The extensive mechanization of the army has raised two important issues: how will the army as a whole be supplied with fuel, spares and replacement vehicles? And how will we be able to move our large mechanized formations, and especially the ones that are road-bound? A positive answer to these two requirements is a precondition for the deployment of large tank formations, not least for their use in the operational dimension.
140

In answer to his own pertinent questions, Guderian cited three areas of concentration – fuel, sustained replenishment of military vehicles with spare parts and access to a network of highways and roads. While each of these three conditions presented their share of problems during the
French campaign, the ultimate success of the operation has suggested to some that none of these posed insurmountable difficulties.
141
In casting an eye forward to the eastern campaign, maintaining faith in the army's logistical apparatus should have taken into account both the expansion
of the German army and the fundamental geographic differences to be encountered. Whereas shortages of fuel proved substantial in France, their effect was mitigated firstly by the much shorter distances (the longest stretches of the advance were undertaken only after effective Allied resistance had been broken), secondly by the seizure of Allied fuel dumps, and thirdly by the fact that German tanks were fitted with petrol engines, which allowed them to refuel at roadside petrol stations.
142
By contrast, not only was the Soviet Union a much larger theatre of operations, but Soviet fuel contained a lower octane content rendering captured stocks useless until they could be treated in specially-constructed installations.
143

Guderian's second condition, the need to ensure the replenishment of military vehicles and spare parts, has already been identified as failing to meet even the most basic requirements of the army.
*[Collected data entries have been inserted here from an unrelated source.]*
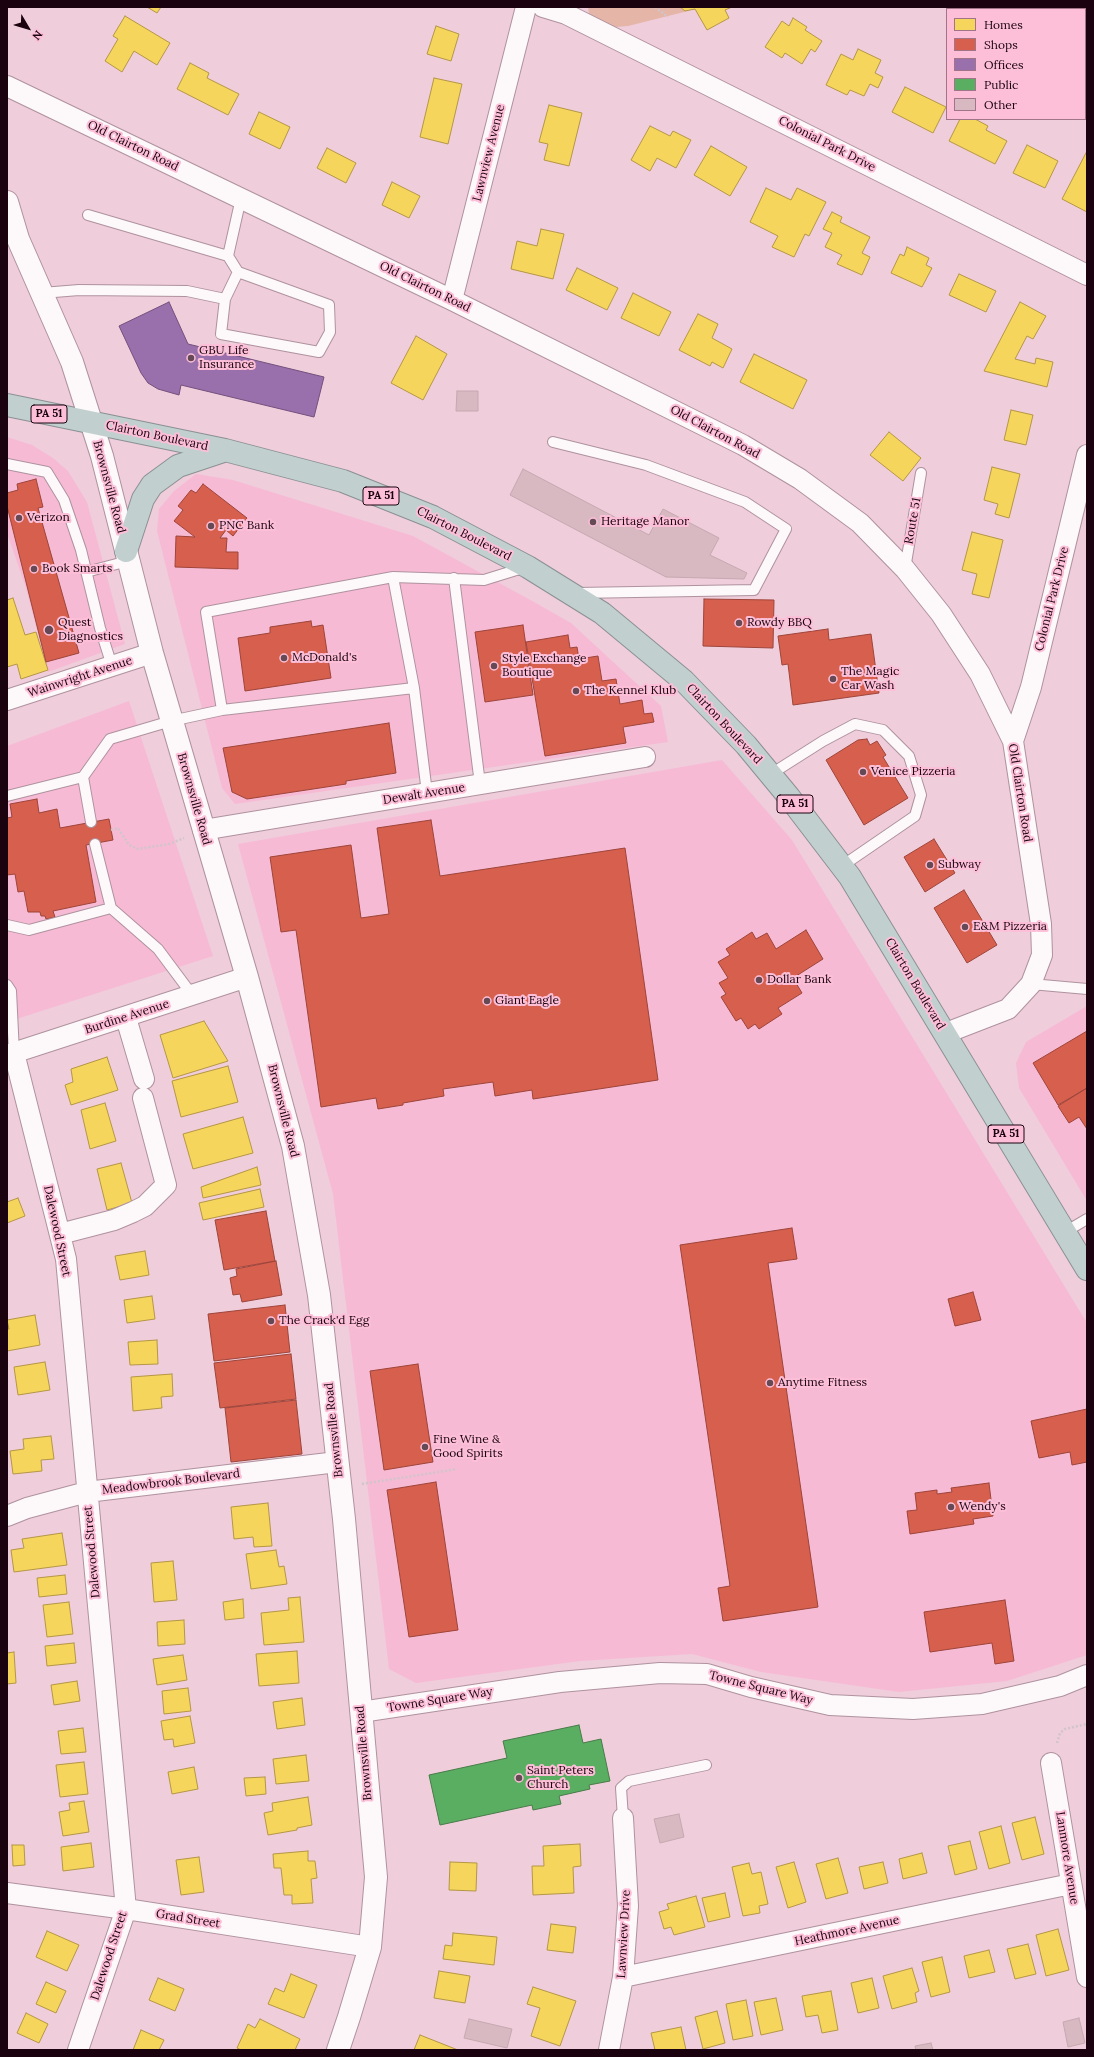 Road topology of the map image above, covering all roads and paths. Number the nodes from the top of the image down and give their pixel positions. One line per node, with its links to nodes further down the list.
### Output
1 (526, 7): 15 (street, Lawnview Avenue)
2 (543, 7): 4 (street, Colonial Park Drive)
3 (655, 7): 5 (path)
4 (568, 10): 12 (street, Colonial Park Drive)
5 (668, 17)
6 (7, 86): 7 (street, Old Clairton Road)
7 (241, 198): 10 (lane); 15 (street, Old Clairton Road)
8 (7, 202): 13 (main road, Brownsville Road)
9 (88, 215): 10 (lane)
10 (228, 256): 11 (lane)
11 (238, 272): 14 (lane); 14 (lane)
12 (1087, 275)
13 (42, 293): 14 (lane); 17 (main road, Brownsville Road)
14 (224, 299)
15 (452, 300): 25 (street, Old Clairton Road)
16 (7, 405): 17 (highway, Clairton Boulevard / PA 51)
17 (91, 422): 19 (highway, Clairton Boulevard / PA 51); 23 (main road, Brownsville Road)
18 (554, 442): 29 (lane)
19 (225, 450): 23 (highway); 24 (highway, Clairton Boulevard / PA 51)
20 (1087, 455): 36 (street, Colonial Park Drive)
21 (7, 464): 26 (lane)
22 (921, 474): 25 (lane, Route 51)
23 (127, 556): 26 (lane); 30 (main road, Brownsville Road)
24 (528, 567): 28 (lane); 29 (highway, Clairton Boulevard / PA 51)
25 (905, 569): 36 (street, Old Clairton Road)
26 (86, 572): 31 (lane)
27 (393, 577): 28 (lane); 32 (lane); 34 (lane)
28 (454, 578): 40 (lane)
29 (571, 594): 38 (highway, Clairton Boulevard / PA 51)
30 (152, 653): 31 (street, Wainwright Avenue); 35 (main road, Brownsville Road)
31 (112, 666): 33 (street, Wainwright Avenue)
32 (414, 688): 34 (lane); 41 (lane)
33 (7, 700)
34 (222, 710): 35 (lane)
35 (171, 721): 39 (lane); 45 (main road, Brownsville Road)
36 (1013, 741): 51 (street, Old Clairton Road)
37 (645, 757): 40 (street, Dewalt Avenue)
38 (770, 774): 47 (highway, Clairton Boulevard / PA 51); 47 (lane)
39 (83, 777): 42 (lane); 43 (lane)
40 (480, 784): 41 (street, Dewalt Avenue)
41 (427, 793): 45 (street, Dewalt Avenue)
42 (7, 796)
43 (90, 822)
44 (111, 830): 45 (path)
45 (203, 830): 50 (main road, Brownsville Road)
46 (95, 844): 48 (lane)
47 (842, 866): 56 (highway, Clairton Boulevard / PA 51)
48 (111, 908): 49 (lane); 54 (lane)
49 (7, 925)
50 (247, 977): 54 (street, Burdine Avenue); 62 (main road, Brownsville Road)
51 (1031, 984): 53 (lane); 56 (street, Old Clairton Road)
52 (8, 989): 57 (lane)
53 (1087, 989)
54 (193, 996): 55 (street, Burdine Avenue)
55 (126, 1018): 57 (street, Burdine Avenue); 60 (street)
56 (946, 1033): 59 (highway, Clairton Boulevard / PA 51)
57 (11, 1054): 60 (street, Dalewood Street)
58 (1087, 1219): 59 (lane)
59 (1065, 1232): 61 (highway, Clairton Boulevard / PA 51)
60 (60, 1234): 65 (street, Dalewood Street)
61 (1087, 1269)
62 (337, 1462): 64 (main road, Brownsville Road); 65 (street, Meadowbrook Boulevard)
63 (457, 1470): 64 (path)
64 (340, 1487): 68 (main road, Brownsville Road)
65 (86, 1492): 66 (street, Meadowbrook Boulevard); 76 (street, Dalewood Street)
66 (7, 1516)
67 (1087, 1675): 68 (street, Towne Square Way)
68 (361, 1712): 77 (main road, Brownsville Road)
69 (1087, 1724): 70 (path)
70 (1060, 1733)
71 (1051, 1763): 74 (street, Lanmore Avenue)
72 (706, 1765): 73 (lane)
73 (624, 1818): 78 (street, Lawnview Drive)
74 (1071, 1884): 78 (street, Heathmore Avenue); 79 (street, Lanmore Avenue)
75 (7, 1893): 76 (street, Grad Street)
76 (126, 1909): 77 (street, Grad Street); 80 (street, Dalewood Street)
77 (370, 1947): 81 (main road, Brownsville Road)
78 (622, 1977): 82 (street, Lawnview Drive)
79 (1087, 1977)
80 (78, 2050)
81 (338, 2050)
82 (609, 2050)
This was evident even from the Polish campaign and the problem became so acute in the invasion of France that ten days into the campaign Wagner, then Chief of Staff at the Quartermaster-General's office, requested and received permission to ‘gather all available motorised transport in Germany’ to provide for the needs of the
army.
144
By comparison with the conditions in the west, the eastern campaign presented logistical challenges so profound that the prospect of a greater crisis of over-extension was not only likely, it was preordained.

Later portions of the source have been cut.